Em suma, ainda que seja compreensível a percepção de que a completa e irrestrita publicidade geraria mais confiança sobre a resolução de conflitos com a administração pública, não se pode permitir que esta mesma publicidade prejudique os objetivos do processo: resolver a lide de forma neutra, independente e imparcial. Em outras palavras, a retórica de atingimento do interesse público por meio de vasta publicidade deve ser interpretada cum grano salis. A arbitragem permite que as partes e os árbitros criem procedimentos diferentes dos tradicionalmente previstos no processo civil brasileiro, que concilie o dever geral de publicidade com o desenvolvimento de uma sadia política de Estado de resolver seus conflitos de forma eficiente, pragmática e justa.

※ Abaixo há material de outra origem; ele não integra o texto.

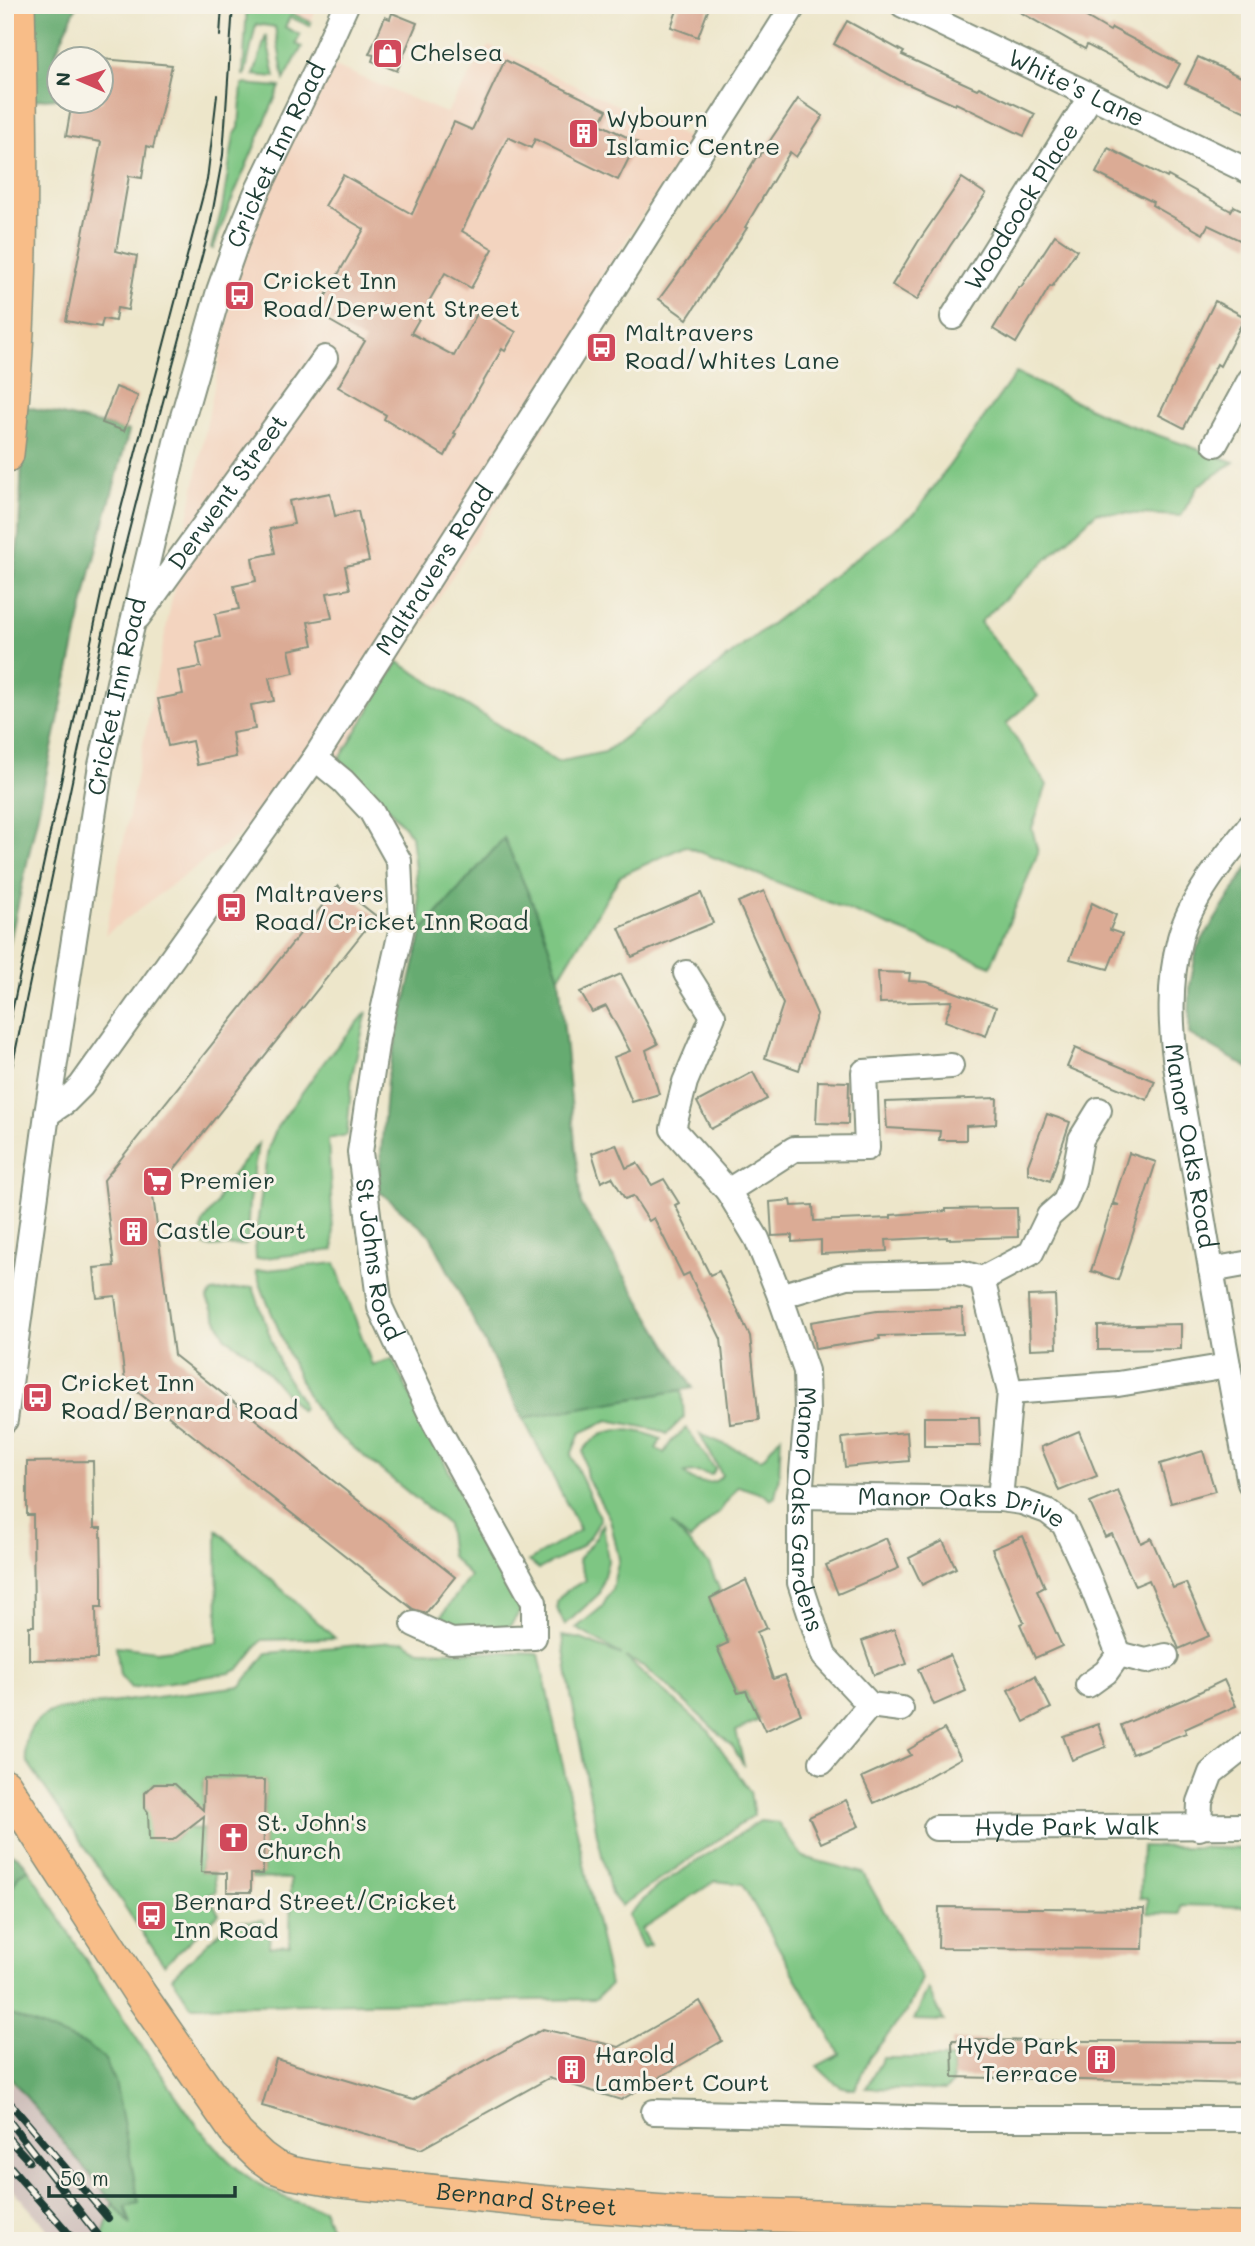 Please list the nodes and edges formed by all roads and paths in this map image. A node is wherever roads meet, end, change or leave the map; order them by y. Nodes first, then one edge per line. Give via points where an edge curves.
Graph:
1 (16, 5) edge
2 (345, 5) edge
3 (794, 5) edge
4 (903, 5) edge
5 (1091, 96) junction
6 (1250, 172) edge
7 (953, 317) dead end
8 (326, 358) dead end
9 (1250, 380) edge
10 (1215, 444) dead end
11 (5, 454) edge
12 (132, 626) junction
13 (315, 758) junction
14 (1250, 826) edge
15 (686, 973) dead end
16 (951, 1066) dead end
17 (1099, 1110) dead end
18 (47, 1114) junction
19 (728, 1191) junction
20 (1250, 1263) edge
21 (1211, 1270) junction
22 (982, 1279) junction
23 (780, 1296) junction
24 (1228, 1366) junction
25 (1010, 1391) junction
26 (5, 1420) edge
27 (1250, 1483) edge
28 (800, 1496) junction
29 (1000, 1499) junction
30 (414, 1624) dead end
31 (1119, 1654) junction
32 (1166, 1656) dead end
33 (1088, 1685) dead end
34 (870, 1705) junction
35 (901, 1709) dead end
36 (1250, 1742) edge
37 (822, 1762) dead end
38 (5, 1785) edge
39 (5, 1818) edge
40 (1250, 1826) edge
41 (936, 1828) dead end
42 (1199, 1828) junction
43 (41, 1841) junction
44 (654, 2112) dead end
45 (1250, 2119) edge
46 (1250, 2228) edge

1 - 11 highway via 18,227
2 - 12 street, Cricket Inn Road via 256,194 219,291 178,434
3 - 13 street, Maltravers Road
4 - 5 street, White's Lane
5 - 6 street, White's Lane
5 - 7 street, Woodcock Place
8 - 12 street, Derwent Street
9 - 10 street
12 - 18 street, Cricket Inn Road via 101,765
13 - 18 street, Maltravers Road via 81,1086
13 - 30 street, St Johns Road via 371,811 399,861 402,928 377,1038 360,1152 380,1307 435,1423 534,1602 534,1637 451,1641
14 - 21 street, Manor Oaks Road via 1200,892 1180,936 1171,983 1171,1031
15 - 19 street, Manor Oaks Gardens via 713,1016 685,1082 673,1129
16 - 19 street via 864,1072 867,1148 793,1149
17 - 22 street via 1081,1139 1066,1202 1049,1216 1031,1253
18 - 26 street, Cricket Inn Road
19 - 23 street, Manor Oaks Gardens via 757,1239
20 - 21 street
21 - 24 street, Manor Oaks Road
22 - 23 street via 962,1273 847,1276
22 - 25 street
23 - 28 street, Manor Oaks Gardens via 806,1371
24 - 25 street via 1118,1384
24 - 27 street, Manor Oaks Road
25 - 29 street
28 - 29 street, Manor Oaks Drive
28 - 34 street, Manor Oaks Gardens via 800,1583 824,1656
29 - 31 street, Manor Oaks Drive via 1047,1511 1064,1524
31 - 32 street via 1146,1661
31 - 33 street via 1106,1672
34 - 35 street
34 - 37 street
36 - 42 street via 1211,1773 1200,1802
38 - 43 main road, Bernard Street
39 - 43 main road via 23,1825
40 - 42 street, Hyde Park Walk
41 - 42 street, Hyde Park Walk
43 - 46 main road, Bernard Street via 237,2134 261,2157 290,2173 530,2201 684,2213
44 - 45 street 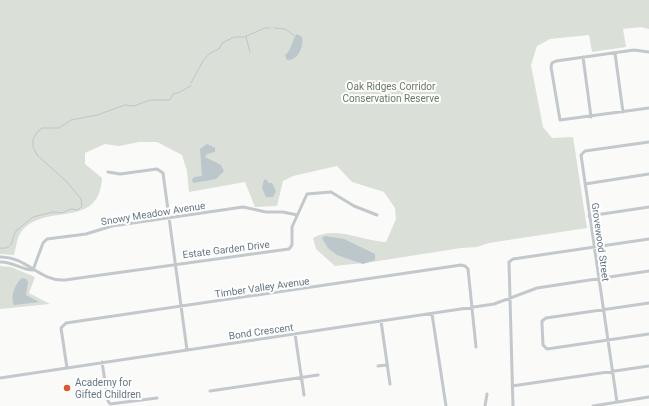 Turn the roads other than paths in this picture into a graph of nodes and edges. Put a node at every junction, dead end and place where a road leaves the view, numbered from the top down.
1 (649, 52) edge
2 (615, 53) junction
3 (583, 58) junction
4 (649, 108) edge
5 (624, 112) junction
6 (591, 117) junction
7 (649, 142) edge
8 (108, 172) dead end
9 (649, 174) edge
10 (585, 184) junction
11 (649, 208) edge
12 (297, 215) junction
13 (377, 215) dead end
14 (589, 216) junction
15 (169, 218) junction
16 (649, 239) edge
17 (594, 247) junction
18 (0, 257) edge
19 (0, 262) edge
20 (175, 264) junction
21 (33, 270) junction
22 (649, 271) edge
23 (598, 278) junction
24 (510, 300) junction
25 (649, 303) edge
26 (182, 306) junction
27 (473, 308) junction
28 (603, 310) junction
29 (432, 314) junction
30 (381, 321) junction
31 (295, 334) junction
32 (649, 334) edge
33 (608, 340) junction
34 (476, 347) dead end
35 (187, 350) junction
36 (102, 362) junction
37 (387, 365) junction
38 (378, 366) dead end
39 (649, 366) edge
40 (67, 368) junction
41 (612, 371) junction
42 (318, 375) dead end
43 (0, 378) edge
44 (301, 378) junction
45 (390, 384) dead end
46 (512, 386) junction
47 (210, 391) dead end
48 (487, 394) dead end
49 (304, 395) dead end
50 (649, 397) edge
51 (157, 398) dead end
52 (617, 402) junction
53 (446, 406) edge
54 (485, 406) edge
55 (513, 406) edge
56 (593, 406) edge

1 - 2 street
2 - 3 street
2 - 5 street
3 - 6 street
3 - 6 street
4 - 5 street
5 - 6 street
7 - 10 street, Grovewood Street
8 - 15 street
9 - 10 street
10 - 14 street, Grovewood Street
11 - 14 street
12 - 13 street, Estate Garden Drive
12 - 15 street, Snowy Meadow Avenue
12 - 20 street, Estate Garden Drive
14 - 17 street, Grovewood Street
15 - 20 street
15 - 21 street, Snowy Meadow Avenue
16 - 17 street
17 - 23 street, Grovewood Street
17 - 24 street
18 - 21 street, Estate Garden Drive
19 - 21 street, Estate Garden Drive
20 - 21 street, Estate Garden Drive
20 - 26 street
22 - 23 street, Bond Crescent
23 - 24 street, Bond Crescent
23 - 28 street, Grovewood Street
24 - 27 street, Bond Crescent
24 - 46 street
25 - 28 street
26 - 27 street, Timber Valley Avenue
26 - 35 street
26 - 40 street, Timber Valley Avenue
27 - 29 street, Bond Crescent
27 - 34 street
28 - 33 street, Grovewood Street
28 - 33 street
29 - 30 street, Bond Crescent
29 - 53 street
30 - 31 street, Bond Crescent
30 - 37 street
31 - 35 street, Bond Crescent
31 - 44 street
32 - 33 street
33 - 41 street, Grovewood Street
35 - 36 street, Bond Crescent
36 - 40 street, Bond Crescent
36 - 51 street
37 - 38 street
37 - 45 street
39 - 41 street
40 - 43 street, Bond Crescent
41 - 46 street
41 - 52 street, Grovewood Street
42 - 44 street
44 - 47 street
44 - 49 street
46 - 55 street
48 - 54 street
50 - 52 street
52 - 56 street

Evidentemente, ainda ficam diversas dúvidas, particularmente sobre a forma de implementação de algumas das ideias aqui propostas: seria razoável exigir dos árbitros que dessem publicidade aos atos decisórios? É mais razoável que este dever incumba à parte integrante do Estado? As instituições arbitrais poderiam assumir algum papel na busca deste objetivo? Espera-se que este post (e os comentários a ele) possa ajudar na reflexão sobre o conteúdo semântico da noção de princípio da publicidade na arbitragem com entes da administração pública.
[i] Imaginem uma disputa comercial entre duas empresas sobre um segredo industrial: não é do interesse de nenhuma das partes que o processo seja público e que os detalhes do segredo industrial sejam revelados publicamente.
[ii] Este era o caso, por exemplo dos regulamentos da Câmara de Comércio Brasil Canadá, de 1998 (item 9.8) e da Câmara de Arbitragem CIESP/FIESP, anterior a julho de 2013.
[iii] A tecnologia de webstreaming tem sido utilizada em procedimentos arbitrais do ICSID sujeitos às regras do NAFTA. A tecnologia permite a transmissão, via internet, em tempo real, do vídeo e áudio da audiência.